- _DESCRIPTION OF THE TASK_
Retype all of the data shown below, keeping every character the same.

- _EXERCISE DATA_
- - - - -
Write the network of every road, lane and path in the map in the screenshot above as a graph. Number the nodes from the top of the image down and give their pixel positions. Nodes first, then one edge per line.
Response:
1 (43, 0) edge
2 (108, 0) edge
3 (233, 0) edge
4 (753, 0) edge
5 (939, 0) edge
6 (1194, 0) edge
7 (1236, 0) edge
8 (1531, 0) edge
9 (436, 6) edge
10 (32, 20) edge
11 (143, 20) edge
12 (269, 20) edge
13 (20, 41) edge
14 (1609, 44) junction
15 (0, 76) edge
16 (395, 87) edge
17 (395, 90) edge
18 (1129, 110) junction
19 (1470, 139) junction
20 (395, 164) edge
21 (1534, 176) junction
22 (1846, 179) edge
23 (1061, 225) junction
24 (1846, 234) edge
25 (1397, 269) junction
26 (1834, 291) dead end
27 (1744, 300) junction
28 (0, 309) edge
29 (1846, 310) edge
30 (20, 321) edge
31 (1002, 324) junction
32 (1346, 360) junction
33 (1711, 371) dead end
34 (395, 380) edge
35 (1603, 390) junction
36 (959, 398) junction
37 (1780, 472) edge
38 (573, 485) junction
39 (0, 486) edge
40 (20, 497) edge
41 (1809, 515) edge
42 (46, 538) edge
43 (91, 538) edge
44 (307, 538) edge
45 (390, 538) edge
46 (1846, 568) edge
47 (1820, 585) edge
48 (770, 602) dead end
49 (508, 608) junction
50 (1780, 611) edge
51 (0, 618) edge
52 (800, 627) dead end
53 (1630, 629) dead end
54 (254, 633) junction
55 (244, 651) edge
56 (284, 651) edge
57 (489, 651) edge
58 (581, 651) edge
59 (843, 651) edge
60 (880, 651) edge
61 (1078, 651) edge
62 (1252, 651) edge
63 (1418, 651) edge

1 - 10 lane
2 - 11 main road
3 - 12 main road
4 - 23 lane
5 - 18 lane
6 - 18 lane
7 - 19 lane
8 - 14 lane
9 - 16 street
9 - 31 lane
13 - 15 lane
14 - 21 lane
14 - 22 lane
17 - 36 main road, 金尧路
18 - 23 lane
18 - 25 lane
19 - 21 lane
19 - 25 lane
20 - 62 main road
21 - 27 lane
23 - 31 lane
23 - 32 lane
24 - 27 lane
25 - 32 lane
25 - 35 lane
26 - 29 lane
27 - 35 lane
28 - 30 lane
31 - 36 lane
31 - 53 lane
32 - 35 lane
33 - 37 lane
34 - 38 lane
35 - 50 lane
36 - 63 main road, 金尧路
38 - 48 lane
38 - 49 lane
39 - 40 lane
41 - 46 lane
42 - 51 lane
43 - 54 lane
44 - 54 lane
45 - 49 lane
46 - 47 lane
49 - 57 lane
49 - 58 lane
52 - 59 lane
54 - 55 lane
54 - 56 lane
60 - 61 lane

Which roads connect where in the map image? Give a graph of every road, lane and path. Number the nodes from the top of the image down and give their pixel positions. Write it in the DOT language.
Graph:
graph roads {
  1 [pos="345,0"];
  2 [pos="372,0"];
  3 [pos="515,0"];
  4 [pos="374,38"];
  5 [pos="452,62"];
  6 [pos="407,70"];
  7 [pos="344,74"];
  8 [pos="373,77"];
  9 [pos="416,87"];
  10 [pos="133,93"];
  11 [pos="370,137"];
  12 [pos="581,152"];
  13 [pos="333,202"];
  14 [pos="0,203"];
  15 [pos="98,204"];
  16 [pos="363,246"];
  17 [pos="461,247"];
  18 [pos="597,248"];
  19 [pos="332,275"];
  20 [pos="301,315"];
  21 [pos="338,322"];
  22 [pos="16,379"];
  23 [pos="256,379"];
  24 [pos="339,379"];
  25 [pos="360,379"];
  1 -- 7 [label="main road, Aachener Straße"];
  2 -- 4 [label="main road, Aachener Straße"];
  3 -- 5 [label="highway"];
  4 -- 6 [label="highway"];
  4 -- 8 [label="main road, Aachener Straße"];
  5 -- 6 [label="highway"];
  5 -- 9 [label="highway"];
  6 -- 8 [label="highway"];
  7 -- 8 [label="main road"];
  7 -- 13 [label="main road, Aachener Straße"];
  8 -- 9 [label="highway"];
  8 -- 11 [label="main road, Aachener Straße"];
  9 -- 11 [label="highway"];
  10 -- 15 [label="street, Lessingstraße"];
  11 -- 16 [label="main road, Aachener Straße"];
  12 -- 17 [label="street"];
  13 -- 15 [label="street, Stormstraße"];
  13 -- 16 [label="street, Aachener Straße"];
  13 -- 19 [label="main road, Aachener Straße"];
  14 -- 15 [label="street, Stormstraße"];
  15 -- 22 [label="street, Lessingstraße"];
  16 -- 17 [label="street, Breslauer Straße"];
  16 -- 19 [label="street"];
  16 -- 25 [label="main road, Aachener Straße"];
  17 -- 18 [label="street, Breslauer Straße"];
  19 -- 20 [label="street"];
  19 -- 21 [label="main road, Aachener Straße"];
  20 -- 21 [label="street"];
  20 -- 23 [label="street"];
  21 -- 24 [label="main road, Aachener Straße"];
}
- - - - -
- _SOLVED PROBLEM_
Write the network of every road, lane and path in the map in the screenshot above as a graph. Number the nodes from the top of the image down and give their pixel positions. Nodes first, then one edge per line.
Response:
1 (43, 0) edge
2 (108, 0) edge
3 (233, 0) edge
4 (753, 0) edge
5 (939, 0) edge
6 (1194, 0) edge
7 (1236, 0) edge
8 (1531, 0) edge
9 (436, 6) edge
10 (32, 20) edge
11 (143, 20) edge
12 (269, 20) edge
13 (20, 41) edge
14 (1609, 44) junction
15 (0, 76) edge
16 (395, 87) edge
17 (395, 90) edge
18 (1129, 110) junction
19 (1470, 139) junction
20 (395, 164) edge
21 (1534, 176) junction
22 (1846, 179) edge
23 (1061, 225) junction
24 (1846, 234) edge
25 (1397, 269) junction
26 (1834, 291) dead end
27 (1744, 300) junction
28 (0, 309) edge
29 (1846, 310) edge
30 (20, 321) edge
31 (1002, 324) junction
32 (1346, 360) junction
33 (1711, 371) dead end
34 (395, 380) edge
35 (1603, 390) junction
36 (959, 398) junction
37 (1780, 472) edge
38 (573, 485) junction
39 (0, 486) edge
40 (20, 497) edge
41 (1809, 515) edge
42 (46, 538) edge
43 (91, 538) edge
44 (307, 538) edge
45 (390, 538) edge
46 (1846, 568) edge
47 (1820, 585) edge
48 (770, 602) dead end
49 (508, 608) junction
50 (1780, 611) edge
51 (0, 618) edge
52 (800, 627) dead end
53 (1630, 629) dead end
54 (254, 633) junction
55 (244, 651) edge
56 (284, 651) edge
57 (489, 651) edge
58 (581, 651) edge
59 (843, 651) edge
60 (880, 651) edge
61 (1078, 651) edge
62 (1252, 651) edge
63 (1418, 651) edge

1 - 10 lane
2 - 11 main road
3 - 12 main road
4 - 23 lane
5 - 18 lane
6 - 18 lane
7 - 19 lane
8 - 14 lane
9 - 16 street
9 - 31 lane
13 - 15 lane
14 - 21 lane
14 - 22 lane
17 - 36 main road, 金尧路
18 - 23 lane
18 - 25 lane
19 - 21 lane
19 - 25 lane
20 - 62 main road
21 - 27 lane
23 - 31 lane
23 - 32 lane
24 - 27 lane
25 - 32 lane
25 - 35 lane
26 - 29 lane
27 - 35 lane
28 - 30 lane
31 - 36 lane
31 - 53 lane
32 - 35 lane
33 - 37 lane
34 - 38 lane
35 - 50 lane
36 - 63 main road, 金尧路
38 - 48 lane
38 - 49 lane
39 - 40 lane
41 - 46 lane
42 - 51 lane
43 - 54 lane
44 - 54 lane
45 - 49 lane
46 - 47 lane
49 - 57 lane
49 - 58 lane
52 - 59 lane
54 - 55 lane
54 - 56 lane
60 - 61 lane

Which roads connect where in the map image? Give a graph of every road, lane and path. Number the nodes from the top of the image down and give their pixel positions. Write it in the DOT language.
Graph:
graph roads {
  1 [pos="345,0"];
  2 [pos="372,0"];
  3 [pos="515,0"];
  4 [pos="374,38"];
  5 [pos="452,62"];
  6 [pos="407,70"];
  7 [pos="344,74"];
  8 [pos="373,77"];
  9 [pos="416,87"];
  10 [pos="133,93"];
  11 [pos="370,137"];
  12 [pos="581,152"];
  13 [pos="333,202"];
  14 [pos="0,203"];
  15 [pos="98,204"];
  16 [pos="363,246"];
  17 [pos="461,247"];
  18 [pos="597,248"];
  19 [pos="332,275"];
  20 [pos="301,315"];
  21 [pos="338,322"];
  22 [pos="16,379"];
  23 [pos="256,379"];
  24 [pos="339,379"];
  25 [pos="360,379"];
  1 -- 7 [label="main road, Aachener Straße"];
  2 -- 4 [label="main road, Aachener Straße"];
  3 -- 5 [label="highway"];
  4 -- 6 [label="highway"];
  4 -- 8 [label="main road, Aachener Straße"];
  5 -- 6 [label="highway"];
  5 -- 9 [label="highway"];
  6 -- 8 [label="highway"];
  7 -- 8 [label="main road"];
  7 -- 13 [label="main road, Aachener Straße"];
  8 -- 9 [label="highway"];
  8 -- 11 [label="main road, Aachener Straße"];
  9 -- 11 [label="highway"];
  10 -- 15 [label="street, Lessingstraße"];
  11 -- 16 [label="main road, Aachener Straße"];
  12 -- 17 [label="street"];
  13 -- 15 [label="street, Stormstraße"];
  13 -- 16 [label="street, Aachener Straße"];
  13 -- 19 [label="main road, Aachener Straße"];
  14 -- 15 [label="street, Stormstraße"];
  15 -- 22 [label="street, Lessingstraße"];
  16 -- 17 [label="street, Breslauer Straße"];
  16 -- 19 [label="street"];
  16 -- 25 [label="main road, Aachener Straße"];
  17 -- 18 [label="street, Breslauer Straße"];
  19 -- 20 [label="street"];
  19 -- 21 [label="main road, Aachener Straße"];
  20 -- 21 [label="street"];
  20 -- 23 [label="street"];
  21 -- 24 [label="main road, Aachener Straße"];
}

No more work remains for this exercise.